The RaViNi is a self-retaining, lighted urethral speculum (Surgipros LLC) purpose-built for deep, narrow-corridor reconstructive urology — most prominently female urethroplasty through the introitus and posterior-urethral dissection through a perineal incision. The instrument family is sized in French calibre, with beak diameter, length, angle, and tip-style variants (council-tip, blunt-suction) selected to the specific anatomic problem at hand.[1][2]

Design

  • Self-retaining blades hold the corridor open without an assistant or separate Lone Star elastic-stay hook system, freeing both surgeon hands for the reconstruction.
  • Integrated distal light source at the tip — direct illumination at the working surface, not the back-table line-of-sight illumination of an overhead light.
  • French calibre sizing — the standard RaViNi is 14 Fr; smaller and larger variants exist for pediatric / atretic and dilated / post-radiation anatomy respectively.
  • Tip-style variants (see below) for different dissection strategies.

Variant Family

VariantDistinguishing featureBest fit
RaViNi14 Fr standardRoutine female urethroplasty / introital corridor work
RaViNi-BBlunt tip with integrated suction adapterBlood-and-irrigation-clearing during ongoing dissection; posterior urethroplasty after stricture has been opened[2]
RaViNi-C12 Fr Council-tip for over-the-wire placementInitial stricture engagement — the device is passed over a previously placed guidewire, then sequential incisions are made through the stricture until the lumen accepts the larger RaViNi-B[2]
RaViNi-πExtra-long shaft"Pi-in-the-sky" cases — deep perineal corridors, complex posterior reconstruction, high distraction defects

Reconstructive-Urology Uses

Female Urethroplasty

The instrument's design problem: the female urethra is short, narrow, and angled cephalad through the introital corridor — conventional vaginal retractors (Heaney, Breisky-Navratil, Auvard weighted speculum) open the vaginal canal but do not provide a self-retaining illuminated channel into the urethra itself. The Ravini operationalizes that specific exposure.

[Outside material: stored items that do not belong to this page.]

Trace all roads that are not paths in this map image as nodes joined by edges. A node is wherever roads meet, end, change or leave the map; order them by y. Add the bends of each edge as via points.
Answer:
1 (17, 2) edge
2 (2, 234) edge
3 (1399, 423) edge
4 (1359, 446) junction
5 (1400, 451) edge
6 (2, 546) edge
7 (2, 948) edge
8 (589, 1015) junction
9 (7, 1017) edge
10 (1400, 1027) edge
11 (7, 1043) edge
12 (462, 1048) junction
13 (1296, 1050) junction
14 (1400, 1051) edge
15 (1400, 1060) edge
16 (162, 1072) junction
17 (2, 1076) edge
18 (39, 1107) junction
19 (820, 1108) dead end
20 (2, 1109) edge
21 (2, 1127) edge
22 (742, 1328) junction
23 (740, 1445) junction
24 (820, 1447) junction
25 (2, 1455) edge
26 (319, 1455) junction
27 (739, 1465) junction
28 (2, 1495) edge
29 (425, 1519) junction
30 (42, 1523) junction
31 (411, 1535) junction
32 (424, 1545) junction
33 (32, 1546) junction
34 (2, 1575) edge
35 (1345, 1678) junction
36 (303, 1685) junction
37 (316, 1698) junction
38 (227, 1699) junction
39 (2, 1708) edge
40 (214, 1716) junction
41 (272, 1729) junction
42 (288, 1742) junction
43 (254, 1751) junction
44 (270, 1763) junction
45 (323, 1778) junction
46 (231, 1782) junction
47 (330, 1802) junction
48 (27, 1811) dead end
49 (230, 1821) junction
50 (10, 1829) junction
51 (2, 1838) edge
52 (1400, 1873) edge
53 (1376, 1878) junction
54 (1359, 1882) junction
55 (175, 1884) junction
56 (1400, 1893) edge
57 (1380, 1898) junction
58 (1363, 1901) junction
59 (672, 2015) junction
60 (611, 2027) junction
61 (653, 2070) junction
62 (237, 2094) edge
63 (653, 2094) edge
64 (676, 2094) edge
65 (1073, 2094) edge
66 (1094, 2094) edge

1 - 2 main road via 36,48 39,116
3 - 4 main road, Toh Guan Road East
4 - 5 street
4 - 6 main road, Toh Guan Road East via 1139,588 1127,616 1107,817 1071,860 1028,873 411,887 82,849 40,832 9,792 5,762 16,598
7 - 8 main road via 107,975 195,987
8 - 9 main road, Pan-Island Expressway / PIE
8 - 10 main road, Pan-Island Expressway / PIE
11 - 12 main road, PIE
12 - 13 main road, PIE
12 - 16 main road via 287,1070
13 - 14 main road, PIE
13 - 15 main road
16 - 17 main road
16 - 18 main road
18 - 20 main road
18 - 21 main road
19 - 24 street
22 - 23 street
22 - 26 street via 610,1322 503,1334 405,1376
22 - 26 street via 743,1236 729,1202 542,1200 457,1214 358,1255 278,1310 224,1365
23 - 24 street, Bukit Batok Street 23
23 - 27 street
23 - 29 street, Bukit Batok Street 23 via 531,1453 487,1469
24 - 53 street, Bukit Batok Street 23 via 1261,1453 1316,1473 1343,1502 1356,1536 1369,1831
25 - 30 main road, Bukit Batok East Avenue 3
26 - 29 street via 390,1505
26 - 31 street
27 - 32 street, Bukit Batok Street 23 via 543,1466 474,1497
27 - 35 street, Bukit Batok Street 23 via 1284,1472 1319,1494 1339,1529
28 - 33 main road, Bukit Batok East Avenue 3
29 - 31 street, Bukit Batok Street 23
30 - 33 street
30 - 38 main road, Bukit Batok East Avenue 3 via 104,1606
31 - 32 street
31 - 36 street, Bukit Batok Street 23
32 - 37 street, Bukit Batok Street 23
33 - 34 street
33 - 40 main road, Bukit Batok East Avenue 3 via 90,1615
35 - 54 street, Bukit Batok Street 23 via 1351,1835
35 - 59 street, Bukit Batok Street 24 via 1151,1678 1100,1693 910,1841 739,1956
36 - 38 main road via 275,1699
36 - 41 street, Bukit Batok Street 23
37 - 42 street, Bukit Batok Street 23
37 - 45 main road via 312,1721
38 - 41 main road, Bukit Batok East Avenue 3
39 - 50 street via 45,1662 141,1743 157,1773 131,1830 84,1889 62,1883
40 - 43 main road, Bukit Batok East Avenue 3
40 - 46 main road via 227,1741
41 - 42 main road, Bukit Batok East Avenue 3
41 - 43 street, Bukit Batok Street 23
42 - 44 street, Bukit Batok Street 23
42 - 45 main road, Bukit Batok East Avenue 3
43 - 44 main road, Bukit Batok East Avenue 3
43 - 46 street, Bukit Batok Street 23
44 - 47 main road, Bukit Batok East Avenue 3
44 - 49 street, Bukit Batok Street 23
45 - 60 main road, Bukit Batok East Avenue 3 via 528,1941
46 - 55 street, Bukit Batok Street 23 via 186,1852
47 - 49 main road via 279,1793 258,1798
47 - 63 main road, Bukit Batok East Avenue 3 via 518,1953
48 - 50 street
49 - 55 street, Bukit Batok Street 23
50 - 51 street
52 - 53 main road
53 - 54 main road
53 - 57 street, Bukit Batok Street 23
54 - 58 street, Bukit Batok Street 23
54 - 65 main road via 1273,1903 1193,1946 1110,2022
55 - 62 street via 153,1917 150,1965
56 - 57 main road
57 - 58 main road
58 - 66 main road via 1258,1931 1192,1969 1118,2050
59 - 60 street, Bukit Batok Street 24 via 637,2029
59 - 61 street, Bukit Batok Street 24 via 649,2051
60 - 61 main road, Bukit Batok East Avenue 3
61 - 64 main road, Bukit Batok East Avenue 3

Reported workflow for female substitution urethroplasty:[1][2]

  1. Cystoscopy + guidewire placement across the stricture.
  2. RaViNi-C (over-the-wire, 12 Fr) is advanced into the stricture; sequential incisions are made under direct illumination.
  3. Once the lumen accommodates a larger calibre, switch to RaViNi-B for the graft inset and full reconstruction.

The first dedicated AUA video-abstract series reported ~ 71% success across an initial 7-patient female-urethroplasty cohort.[1] Small numbers, but representative of the targeted niche and consistent with broader female-urethroplasty success ranges where exposure quality is rate-limiting.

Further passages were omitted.